Он успокоенно заулыбался.
— Слушай, а что мы тут делаем? Пошли ко мне!
— Нет, — сказала я по возможности твердо, — к
тебе мы не пойдем, потому что ты сразу же потянешь меня в постель.
— Ага…
— А нам с тобой надо очень серьезно поговорить. Не про
любовь, будем считать, что про любовь мы уже все выяснили.
— Я не могу ни про что говорить, — признался
Никита, — ты такая красивая…
— Никита, — взмолилась я, — ты можешь
сосредоточиться? Представь, что ты на работе!
— Вот интересно! То недовольна, что я все про комбинат,
а то велишь думать про работу! — — Все, кончаем шутки, — строго
сказала я, — займемся делом. Никита, только ты можешь мне помочь. И себе,
кстати, тоже. Вот, слушай.
И я рассказала ему, как в нашем доме появился Петр Ильич, и
как они с мамулей заставили меня написать первую статью про «Домовенка».
— Читай! — Я протянула ему статью.
— Это же надо, — протянул Никита, прочитав, —
от балды такого нагородила. Я бы на месте директора этого «Домовенка» тебе
морду расквасил.
— Об этом после, — отмахнулась я и рассказала ему
про Ираиду и ее соседку.
Никита прочитал вторую статью, потом третью, потом увлекся и
стал задавать вопросы по делу. Когда я описала ему наш разговор с Ахтырским, он
насупил брови, но после рассказа о Мишке Котенкине, брови полезли вверх.
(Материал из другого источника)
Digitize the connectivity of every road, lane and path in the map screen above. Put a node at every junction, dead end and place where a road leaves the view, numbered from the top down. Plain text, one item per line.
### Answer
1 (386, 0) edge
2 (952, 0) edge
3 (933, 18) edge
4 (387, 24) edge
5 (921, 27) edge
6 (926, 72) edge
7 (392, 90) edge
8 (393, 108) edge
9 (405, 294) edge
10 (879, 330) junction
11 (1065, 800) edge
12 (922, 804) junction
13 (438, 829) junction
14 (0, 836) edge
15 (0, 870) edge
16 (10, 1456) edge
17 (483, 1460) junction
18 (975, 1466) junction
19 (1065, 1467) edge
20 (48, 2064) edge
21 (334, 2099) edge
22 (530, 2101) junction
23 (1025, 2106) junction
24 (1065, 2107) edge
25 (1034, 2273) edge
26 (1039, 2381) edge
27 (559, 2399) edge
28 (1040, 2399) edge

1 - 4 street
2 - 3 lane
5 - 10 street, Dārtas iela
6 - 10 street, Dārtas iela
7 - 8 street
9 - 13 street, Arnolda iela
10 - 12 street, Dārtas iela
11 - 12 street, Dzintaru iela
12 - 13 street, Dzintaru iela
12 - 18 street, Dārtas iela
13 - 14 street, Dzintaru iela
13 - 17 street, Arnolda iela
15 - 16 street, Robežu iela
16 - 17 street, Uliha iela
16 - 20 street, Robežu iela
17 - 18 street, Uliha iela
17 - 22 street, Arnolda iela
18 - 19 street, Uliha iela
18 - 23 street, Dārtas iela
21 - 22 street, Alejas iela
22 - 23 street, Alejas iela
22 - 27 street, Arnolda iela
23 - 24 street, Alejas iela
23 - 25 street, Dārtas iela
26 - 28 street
— Дурак твой Котенкин! Кто же к серьезным людям просто
так лезет? Могли и вообще убить…
Когда он узнал все про убийство Антонова, про Березкина и
про смерть Лики, он сильно нахмурился.
— Лапочка, — сказал он, отодвигая газеты, — и
ты утверждаешь, что вся эта буза возникла из-за одной твоей дурацкой высосанной
из пальца статьи?
— Почему дурацкой, — обиделась я, — все
говорят, что я хорошо пишу…
— Дорогая, не бывает таких совпадений, — гнул свое
Никита.
— Сама знаю, — огрызнулась я, — ты не
перебивай.
И я рассказала о том, как совершенно случайно стала следить
за Петром Ильичем, как побывала у него в квартире, как сумела там скопировать
дискету из «Корзины» — в ней упоминался Новоапраксинский комбинат — и как
решила поехать на этот комбинат на разведку.
— Вот тебе и судьба… — проговорил Никита. — И
каков результат твоих поисков?
— Результат положительный пока только один, —
улыбнулась я, — я встретила тебя…
Понимаешь, я твердо знаю, что стоит за всем он, Петр Ильич,
но доказательств-то у меня никаких нету.
— Я должен посмотреть дискету, — потребовал Никита
и поднялся с места, — пойдем ко мне!
Я переглянулась с Аллой и послушно побежала за Никитой,
который, не оглядываясь, устремился к выходу.
Дома он уселся за компьютер и по уверенности, с которой он с
ним обращался, я поняла, что Никитушка — специалист не чета мне.
— Мало информации, — вздохнул Никита после того,
как полчаса пялился в экран.
— Эти материалы я выудила из «Корзины», —
призналась я, — больше никакой файл не удалось раскрыть.
— Эх, покопаться бы в файлах этого Петра Ильича! —
мечтательно вздохнул Никита. — Многое бы прояснилось. Я говорил тебе, что
кто-то тормозит мои переговоры о кредитах?